On 04/17/2018 04:36 PM, Andy Lutomirski wrote:
> 32-bit user code that uses int $80 doesn't care about r8-r11.  There is,
> however, some 64-bit user code that intentionally uses int $0x80 to
> invoke 32-bit system calls.  From what I've seen, basically all such
> code assumes that r8-r15 are all preserved, but the kernel clobbers
> r8-r11.  Since I doubt that there's any code that depends on int $0x80
> zeroing r8-r11, change the kernel to preserve them.
> 
> I suspect that very little user code is broken by the old clobber,
> since r8-r11 are only rarely allocated by gcc, and they're clobbered
> by function calls, so they only way we'd see a problem is if the
> same function that invokes int $0x80 also spills something important
> to one of these registers.
> 
> The current behavior seems to date back to the historical commit
> "[PATCH] x86-64 merge for 2.6.4".  Before that, all regs were
> preserved.  I can't find any explanation of why this change was made.

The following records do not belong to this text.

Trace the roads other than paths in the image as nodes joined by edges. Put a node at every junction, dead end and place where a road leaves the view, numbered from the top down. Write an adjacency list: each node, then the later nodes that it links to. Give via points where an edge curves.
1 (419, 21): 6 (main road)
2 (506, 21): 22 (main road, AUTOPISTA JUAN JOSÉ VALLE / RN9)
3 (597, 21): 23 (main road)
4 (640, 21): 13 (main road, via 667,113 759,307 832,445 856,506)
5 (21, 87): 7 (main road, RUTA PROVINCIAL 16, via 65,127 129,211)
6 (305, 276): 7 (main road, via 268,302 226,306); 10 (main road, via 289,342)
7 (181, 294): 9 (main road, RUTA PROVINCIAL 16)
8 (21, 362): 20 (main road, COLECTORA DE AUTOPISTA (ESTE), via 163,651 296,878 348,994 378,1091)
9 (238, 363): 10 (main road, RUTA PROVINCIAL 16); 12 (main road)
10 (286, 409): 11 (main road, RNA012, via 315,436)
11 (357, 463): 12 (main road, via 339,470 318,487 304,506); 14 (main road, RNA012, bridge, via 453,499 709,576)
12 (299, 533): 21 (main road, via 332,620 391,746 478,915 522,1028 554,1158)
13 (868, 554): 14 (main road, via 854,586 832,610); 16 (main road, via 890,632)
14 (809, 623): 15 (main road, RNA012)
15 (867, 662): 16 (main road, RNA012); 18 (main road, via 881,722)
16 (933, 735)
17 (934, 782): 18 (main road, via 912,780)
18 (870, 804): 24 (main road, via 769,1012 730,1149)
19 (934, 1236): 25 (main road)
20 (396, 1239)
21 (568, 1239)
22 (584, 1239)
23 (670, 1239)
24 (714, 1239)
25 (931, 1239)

This means that the new behavior is there for some 8 years already.
Whoever was impacted by it, probably already switched to the new ABI.

Current ABI is "weaker", it allows kernel to save fewer registers.

Which is generally a good thing, since saving/restoring things cost
cycles, and sometimes painful on entry paths where you may desperately
need a scratch register or two. (Recall this one? -
...
         movq    %rsp, PER_CPU_VAR(rsp_scratch)
         movq    PER_CPU_VAR(cpu_current_top_of_stack), %rsp
         /* Construct struct pt_regs on stack */
         pushq   $__USER_DS                      /* pt_regs->ss */
         pushq   PER_CPU_VAR(rsp_scratch)        /* pt_regs->sp */
...
wouldn't it be _great_ if one of GPRs would be available here
to hold userspace %rsp?
)

If userspace needs some registers saved, it's trivial for it to have:

	push reg1
	push reg2
	int  0x80
	pop  reg2
	pop  reg1

OTOH if userspace _does not_ need some registers saved,
but they are defined as saved by the entrypoint ABI, then save/restore work
is done every time, even when not needed.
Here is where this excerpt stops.